Material provided START

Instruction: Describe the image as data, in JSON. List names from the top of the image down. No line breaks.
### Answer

Material provided END
Material provided START

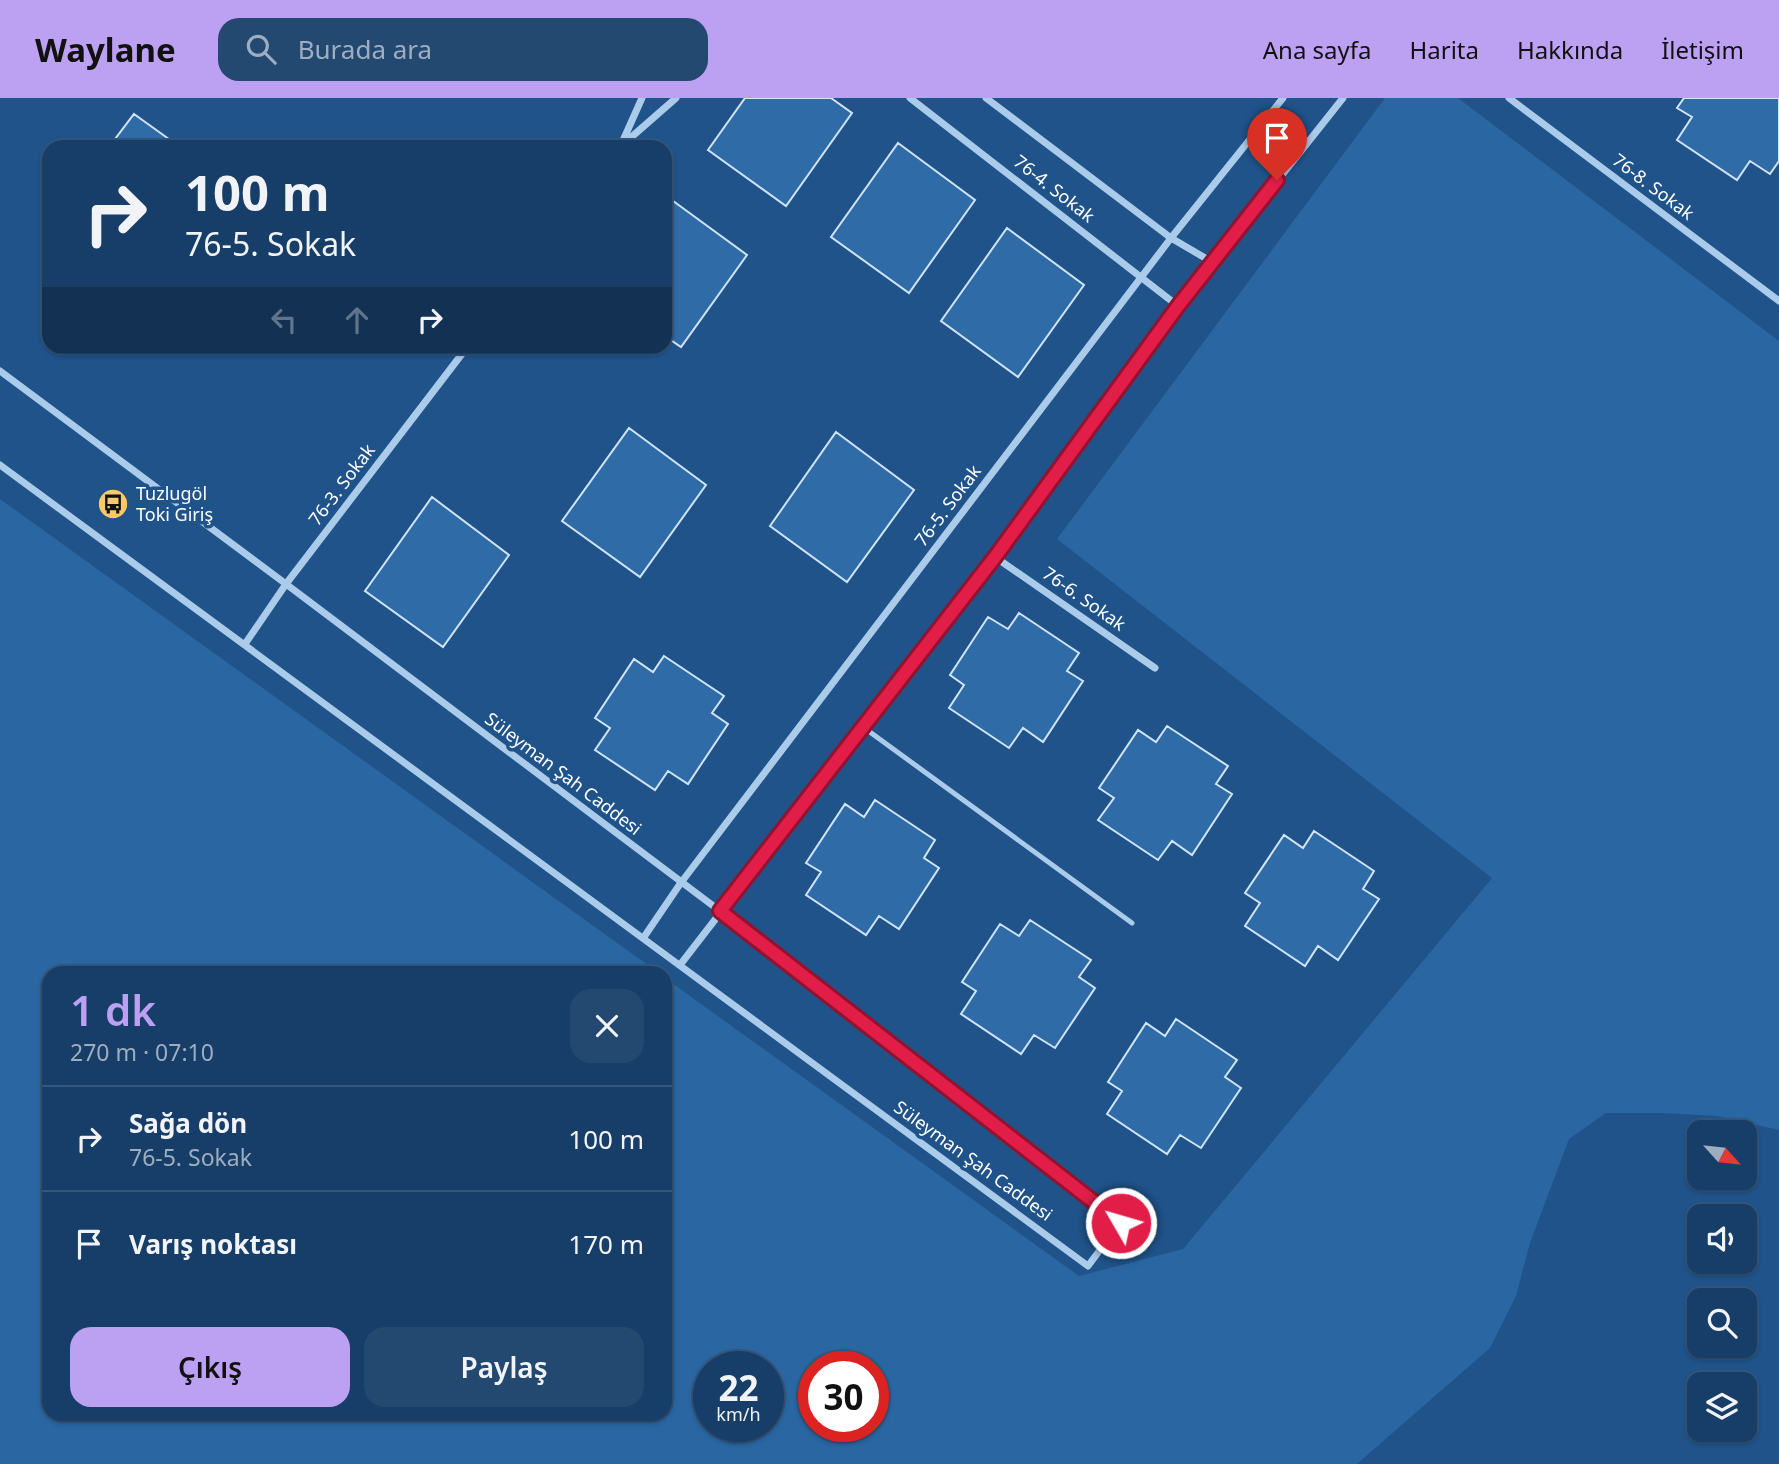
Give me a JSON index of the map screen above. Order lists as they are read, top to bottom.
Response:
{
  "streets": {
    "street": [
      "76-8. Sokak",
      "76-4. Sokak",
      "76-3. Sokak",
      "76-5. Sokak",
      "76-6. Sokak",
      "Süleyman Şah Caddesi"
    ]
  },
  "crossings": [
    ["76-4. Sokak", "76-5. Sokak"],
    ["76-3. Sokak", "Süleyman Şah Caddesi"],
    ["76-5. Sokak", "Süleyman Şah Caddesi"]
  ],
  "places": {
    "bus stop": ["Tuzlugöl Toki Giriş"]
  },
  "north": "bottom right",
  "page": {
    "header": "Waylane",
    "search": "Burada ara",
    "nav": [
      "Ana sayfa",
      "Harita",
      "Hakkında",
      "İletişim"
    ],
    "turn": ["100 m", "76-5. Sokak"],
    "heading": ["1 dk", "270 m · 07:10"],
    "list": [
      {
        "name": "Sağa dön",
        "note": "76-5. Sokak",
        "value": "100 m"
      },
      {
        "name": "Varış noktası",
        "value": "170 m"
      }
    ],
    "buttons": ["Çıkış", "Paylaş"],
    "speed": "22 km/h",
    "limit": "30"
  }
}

Material provided END

Within the listing above, how many lines contain "JSON"? Please respond with the number and nothing else.

2